--- Record excerpts ---
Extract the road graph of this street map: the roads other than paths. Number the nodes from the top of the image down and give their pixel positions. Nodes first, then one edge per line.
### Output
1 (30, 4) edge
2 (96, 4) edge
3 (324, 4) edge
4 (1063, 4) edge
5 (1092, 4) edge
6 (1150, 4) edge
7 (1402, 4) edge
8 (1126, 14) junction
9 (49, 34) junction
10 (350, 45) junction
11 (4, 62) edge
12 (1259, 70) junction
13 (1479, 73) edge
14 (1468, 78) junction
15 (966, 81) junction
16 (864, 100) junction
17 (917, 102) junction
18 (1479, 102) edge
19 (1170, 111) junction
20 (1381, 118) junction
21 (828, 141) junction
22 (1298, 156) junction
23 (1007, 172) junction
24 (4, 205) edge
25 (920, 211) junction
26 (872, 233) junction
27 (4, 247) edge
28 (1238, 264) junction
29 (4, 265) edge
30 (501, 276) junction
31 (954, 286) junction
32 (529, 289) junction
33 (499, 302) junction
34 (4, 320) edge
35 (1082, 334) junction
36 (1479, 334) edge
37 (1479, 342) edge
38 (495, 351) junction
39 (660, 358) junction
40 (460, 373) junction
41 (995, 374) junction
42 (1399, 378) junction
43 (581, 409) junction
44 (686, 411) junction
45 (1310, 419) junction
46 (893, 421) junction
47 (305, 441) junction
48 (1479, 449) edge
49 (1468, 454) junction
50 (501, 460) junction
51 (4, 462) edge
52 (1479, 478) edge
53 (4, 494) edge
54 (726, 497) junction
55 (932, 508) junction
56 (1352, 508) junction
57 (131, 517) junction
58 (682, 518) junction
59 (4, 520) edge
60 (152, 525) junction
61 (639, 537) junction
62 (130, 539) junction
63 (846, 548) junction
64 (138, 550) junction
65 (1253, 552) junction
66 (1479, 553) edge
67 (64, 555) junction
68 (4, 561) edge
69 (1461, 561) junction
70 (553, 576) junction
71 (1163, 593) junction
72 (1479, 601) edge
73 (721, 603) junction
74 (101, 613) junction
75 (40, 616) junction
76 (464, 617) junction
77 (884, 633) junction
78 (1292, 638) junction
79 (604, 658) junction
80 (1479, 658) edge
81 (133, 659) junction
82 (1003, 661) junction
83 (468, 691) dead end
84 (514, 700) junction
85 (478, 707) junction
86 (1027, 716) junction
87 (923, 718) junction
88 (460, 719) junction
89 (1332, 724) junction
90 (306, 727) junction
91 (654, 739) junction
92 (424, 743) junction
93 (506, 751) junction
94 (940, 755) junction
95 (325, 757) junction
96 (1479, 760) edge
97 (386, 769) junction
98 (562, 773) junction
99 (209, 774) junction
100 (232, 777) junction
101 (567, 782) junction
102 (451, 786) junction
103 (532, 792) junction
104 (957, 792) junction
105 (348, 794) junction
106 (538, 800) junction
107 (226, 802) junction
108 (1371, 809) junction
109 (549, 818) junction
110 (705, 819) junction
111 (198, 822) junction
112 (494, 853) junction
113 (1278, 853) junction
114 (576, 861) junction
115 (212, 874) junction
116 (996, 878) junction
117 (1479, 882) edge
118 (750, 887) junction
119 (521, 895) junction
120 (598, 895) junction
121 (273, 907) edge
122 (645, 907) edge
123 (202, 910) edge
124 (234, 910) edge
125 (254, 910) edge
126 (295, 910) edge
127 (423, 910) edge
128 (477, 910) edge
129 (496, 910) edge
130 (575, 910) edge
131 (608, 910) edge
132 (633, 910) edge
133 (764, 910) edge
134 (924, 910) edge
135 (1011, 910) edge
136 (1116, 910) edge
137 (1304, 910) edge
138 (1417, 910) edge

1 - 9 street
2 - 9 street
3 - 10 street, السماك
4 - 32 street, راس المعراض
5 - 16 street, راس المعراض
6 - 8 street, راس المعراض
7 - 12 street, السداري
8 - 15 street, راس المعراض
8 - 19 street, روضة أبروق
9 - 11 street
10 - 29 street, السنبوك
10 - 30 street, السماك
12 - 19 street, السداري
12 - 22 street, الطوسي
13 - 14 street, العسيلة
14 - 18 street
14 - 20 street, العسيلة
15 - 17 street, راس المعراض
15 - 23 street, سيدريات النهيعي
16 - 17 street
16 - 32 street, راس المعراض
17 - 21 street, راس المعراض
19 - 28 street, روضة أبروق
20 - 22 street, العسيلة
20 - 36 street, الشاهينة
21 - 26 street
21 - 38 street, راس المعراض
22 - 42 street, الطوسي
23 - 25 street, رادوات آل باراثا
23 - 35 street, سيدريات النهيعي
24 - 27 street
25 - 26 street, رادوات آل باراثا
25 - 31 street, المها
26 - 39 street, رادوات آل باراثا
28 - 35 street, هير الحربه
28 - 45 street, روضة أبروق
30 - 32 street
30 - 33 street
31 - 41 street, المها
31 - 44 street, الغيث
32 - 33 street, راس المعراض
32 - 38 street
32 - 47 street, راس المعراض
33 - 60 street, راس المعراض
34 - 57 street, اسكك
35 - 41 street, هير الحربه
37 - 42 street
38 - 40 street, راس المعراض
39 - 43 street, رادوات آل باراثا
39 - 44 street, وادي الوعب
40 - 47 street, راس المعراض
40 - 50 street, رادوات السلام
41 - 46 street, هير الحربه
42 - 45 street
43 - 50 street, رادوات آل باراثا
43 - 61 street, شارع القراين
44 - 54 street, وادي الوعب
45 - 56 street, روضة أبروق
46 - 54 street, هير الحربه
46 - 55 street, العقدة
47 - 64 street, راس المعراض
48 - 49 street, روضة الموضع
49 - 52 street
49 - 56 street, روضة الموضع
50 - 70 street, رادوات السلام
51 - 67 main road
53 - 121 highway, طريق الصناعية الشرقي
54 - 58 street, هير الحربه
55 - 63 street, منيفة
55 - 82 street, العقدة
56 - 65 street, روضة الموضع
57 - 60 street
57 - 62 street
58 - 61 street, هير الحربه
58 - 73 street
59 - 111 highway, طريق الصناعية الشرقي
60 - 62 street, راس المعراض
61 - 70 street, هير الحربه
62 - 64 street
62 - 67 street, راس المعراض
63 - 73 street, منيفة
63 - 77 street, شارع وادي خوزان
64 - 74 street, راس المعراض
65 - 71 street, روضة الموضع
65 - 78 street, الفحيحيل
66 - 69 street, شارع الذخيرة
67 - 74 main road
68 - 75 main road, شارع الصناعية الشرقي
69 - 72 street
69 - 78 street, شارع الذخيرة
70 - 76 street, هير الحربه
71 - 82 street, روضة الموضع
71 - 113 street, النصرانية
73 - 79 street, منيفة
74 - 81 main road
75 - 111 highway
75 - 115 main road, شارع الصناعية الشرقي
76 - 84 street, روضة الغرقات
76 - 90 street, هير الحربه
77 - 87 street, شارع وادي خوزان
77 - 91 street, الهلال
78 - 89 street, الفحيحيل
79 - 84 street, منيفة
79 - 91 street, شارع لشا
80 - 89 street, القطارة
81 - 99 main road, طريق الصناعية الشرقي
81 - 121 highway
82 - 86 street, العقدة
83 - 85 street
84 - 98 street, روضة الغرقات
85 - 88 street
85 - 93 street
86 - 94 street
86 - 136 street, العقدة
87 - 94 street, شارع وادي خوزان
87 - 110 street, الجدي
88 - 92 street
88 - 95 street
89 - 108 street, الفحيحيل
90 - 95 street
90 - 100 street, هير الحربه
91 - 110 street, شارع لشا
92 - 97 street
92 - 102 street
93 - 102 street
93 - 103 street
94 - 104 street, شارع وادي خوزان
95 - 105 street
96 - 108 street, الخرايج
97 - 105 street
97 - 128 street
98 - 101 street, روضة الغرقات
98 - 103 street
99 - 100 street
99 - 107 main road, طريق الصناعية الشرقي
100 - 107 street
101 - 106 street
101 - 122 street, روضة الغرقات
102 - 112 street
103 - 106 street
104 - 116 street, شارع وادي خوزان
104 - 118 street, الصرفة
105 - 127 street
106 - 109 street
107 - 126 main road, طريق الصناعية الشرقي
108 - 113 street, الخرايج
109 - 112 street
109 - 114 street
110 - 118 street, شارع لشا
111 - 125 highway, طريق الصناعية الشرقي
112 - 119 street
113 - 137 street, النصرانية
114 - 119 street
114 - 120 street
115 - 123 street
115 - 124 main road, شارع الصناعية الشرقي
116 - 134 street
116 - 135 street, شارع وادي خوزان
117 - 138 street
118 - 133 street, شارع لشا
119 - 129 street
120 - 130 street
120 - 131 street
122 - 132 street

--- Exercise requirements ---
Each line in the listing where the word "المها" is found is to be copied.

--- Solution to this problem ---
25 - 31 street, المها
31 - 41 street, المها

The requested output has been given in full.